Resulta
sumamente doloroso imaginarse a Sándor Márai, con 84 años y viviendo lejos de
su patria, desengañado del mundo y observando cómo su esposa Lola (compañía
fiel durante más de seis décadas) es devorada por un cáncer. Quizá por eso el
tono general de este volumen (que traducen del húngaro Eva Cserhati y A. M.

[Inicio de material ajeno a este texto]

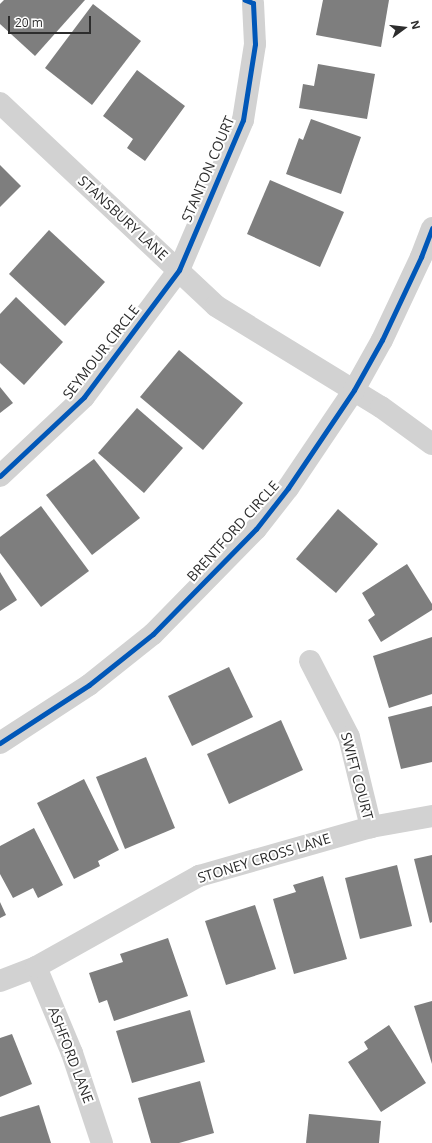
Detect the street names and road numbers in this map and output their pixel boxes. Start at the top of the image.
street label: STANTON COURT [178,113,238,225]
street label: STANSBURY LANE [75,172,171,264]
street label: SEYMOUR CIRCLE [59,302,143,402]
street label: BRENTFORD CIRCLE [183,477,283,585]
street label: SWIFT COURT [337,731,377,821]
street label: STONEY CROSS LANE [196,830,332,886]
street label: ASHFORD LANE [45,1004,97,1106]

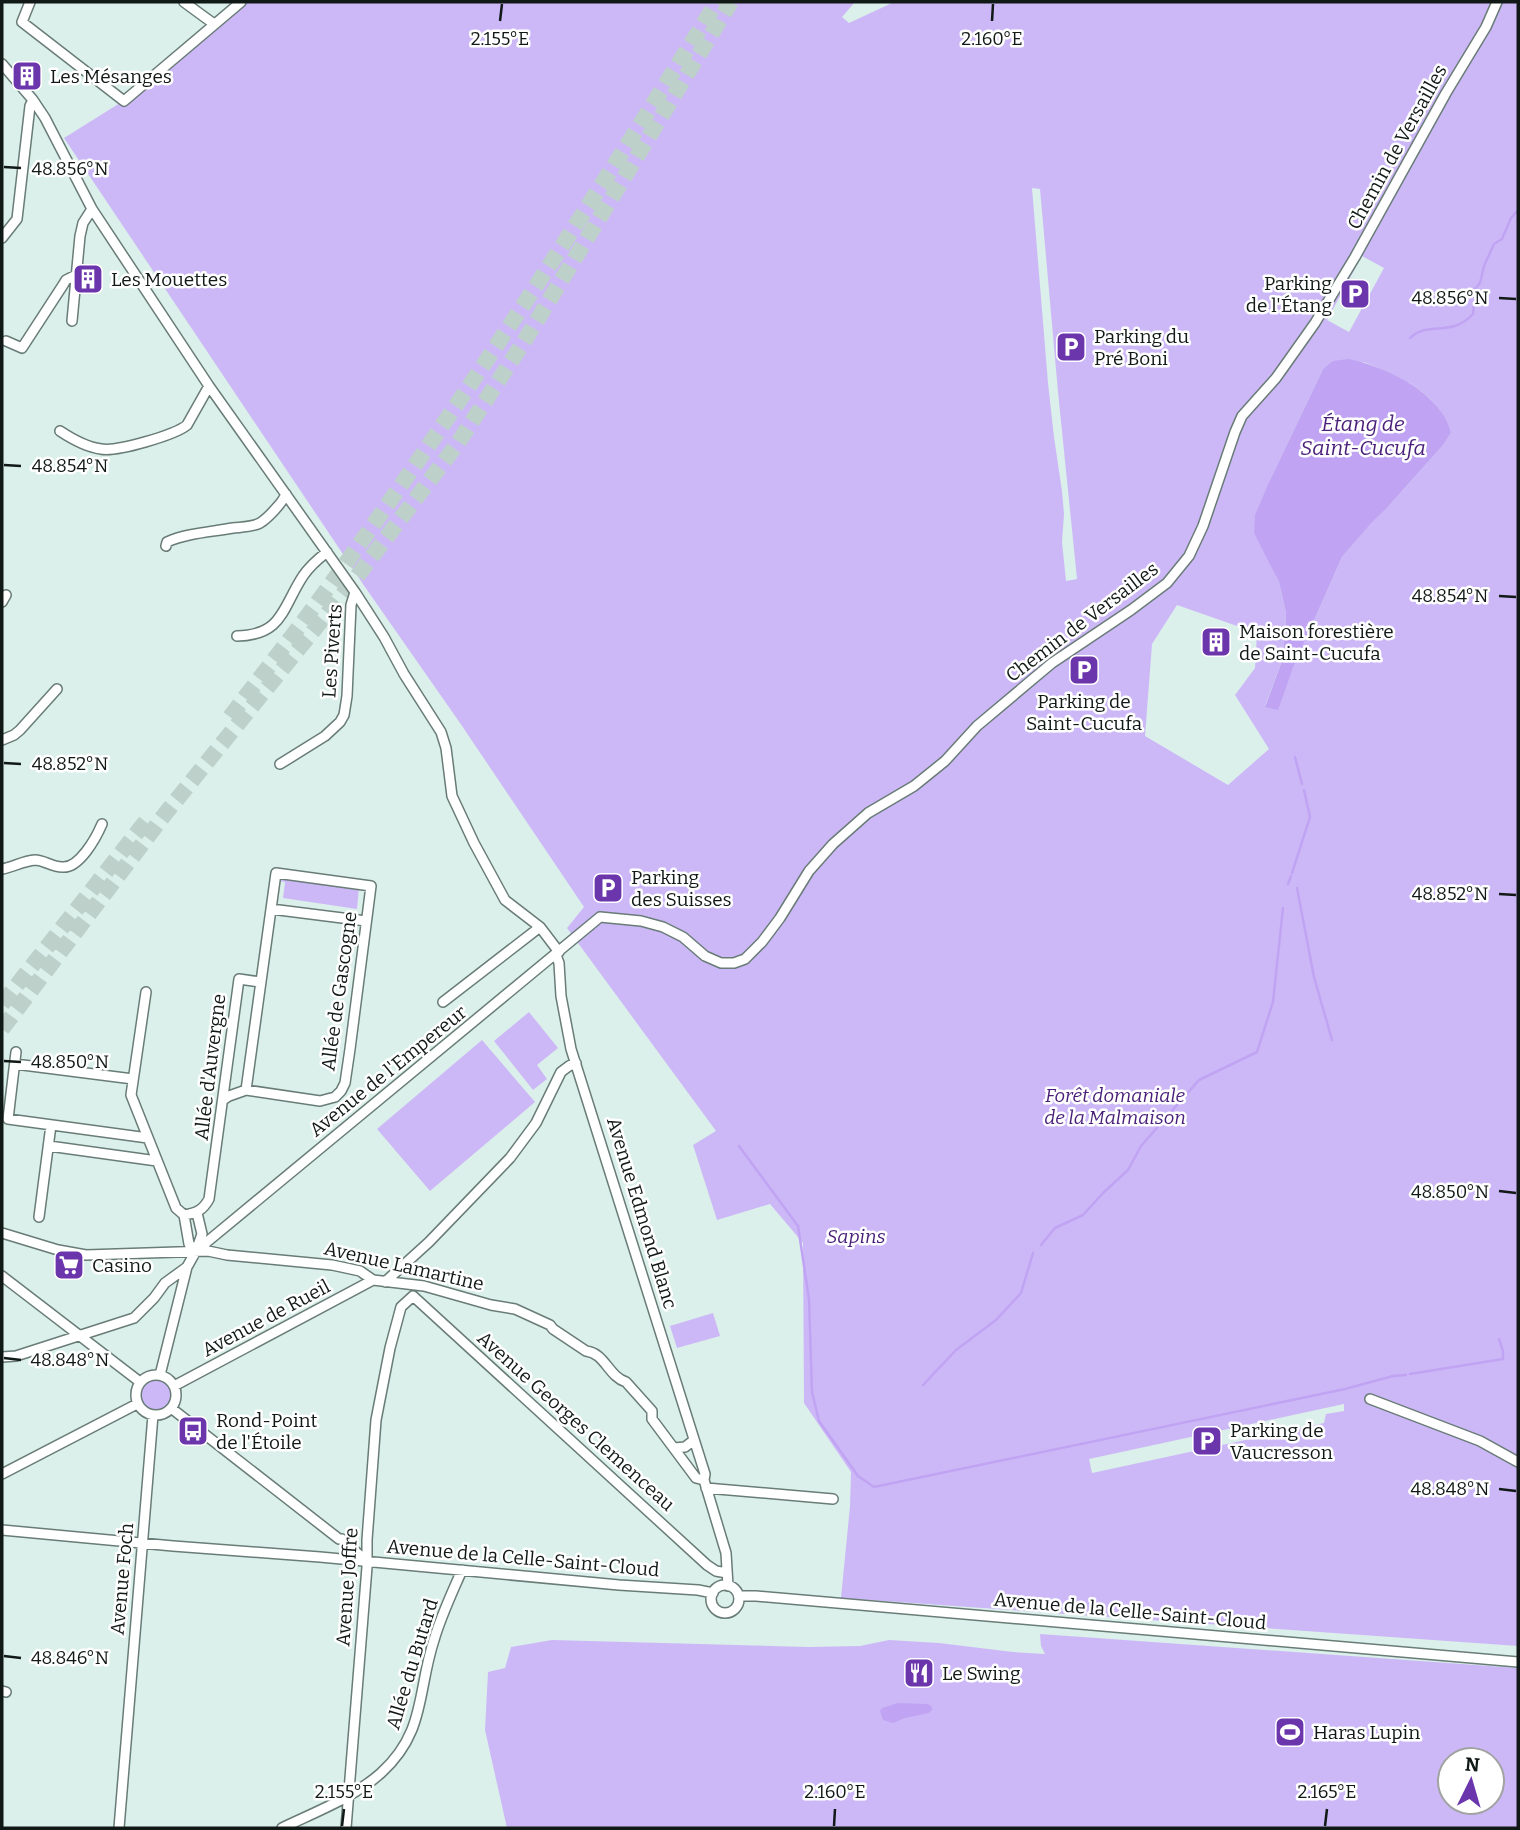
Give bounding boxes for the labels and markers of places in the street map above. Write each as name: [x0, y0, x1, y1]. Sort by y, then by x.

Fuentes Gaviño para el sello Salamandra) está impregnado de tristeza, de
melancolía, de abatimiento, de desolación. La muerte es aquí contemplada con
serenidad, aunque atemorice el camino que puede conducir hasta ella (“Quietud
si pienso en la muerte. Inquietud si pienso en el morir”, p.37); la
trascendencia es puesta entre paréntesis (“Muy de mayor he llegado a no creer
en nada, aunque tampoco descarto nada”, p.46); los calendarios y las agendas se
revisten de un tono amenazante (“Soy el último de mis coetáneos, y ahora me
toca a mí”, p.171); y la vida, en fin, se convierte en un gelatinoso laberinto
gris en el que apenas se vislumbran brillos o ilusiones.
Pero el segmento
más duro se inicia cuando Lola comienza su declive físico y mental. Ella, que
lo ha supuesto todo para Sándor (“Ha sido un ser maravilloso, la mujer
completa, el compendio de todo lo humano, de las virtudes femeninas, el sentido
de mi vida, y sigue siéndolo. Si se va, ya nada tendrá sentido”), entra en la
cuesta abajo: se inician los mareos, desvanecimientos y caídas; requiere una
atención médica continua y especializada; y, en la esclavitud del deterioro,
exclama unas palabras que al escritor lo perseguirán hasta el último de sus
días: “Qué lento muero”. La crónica, tan detallada como conmovida, que Márai va
componiendo en estas hojas estremece por su hondura, por su temblor, por su
orfandad de anciano que se va quedando solo y lo sabe. Hasta que, por fin, el 4
de enero de 1986 escribe “L. ha muerto”; y luego anota el 14 de enero “Ha sido
incinerada”; y continúa el 4 de febrero “Hoy hace cuatro semanas que murió”.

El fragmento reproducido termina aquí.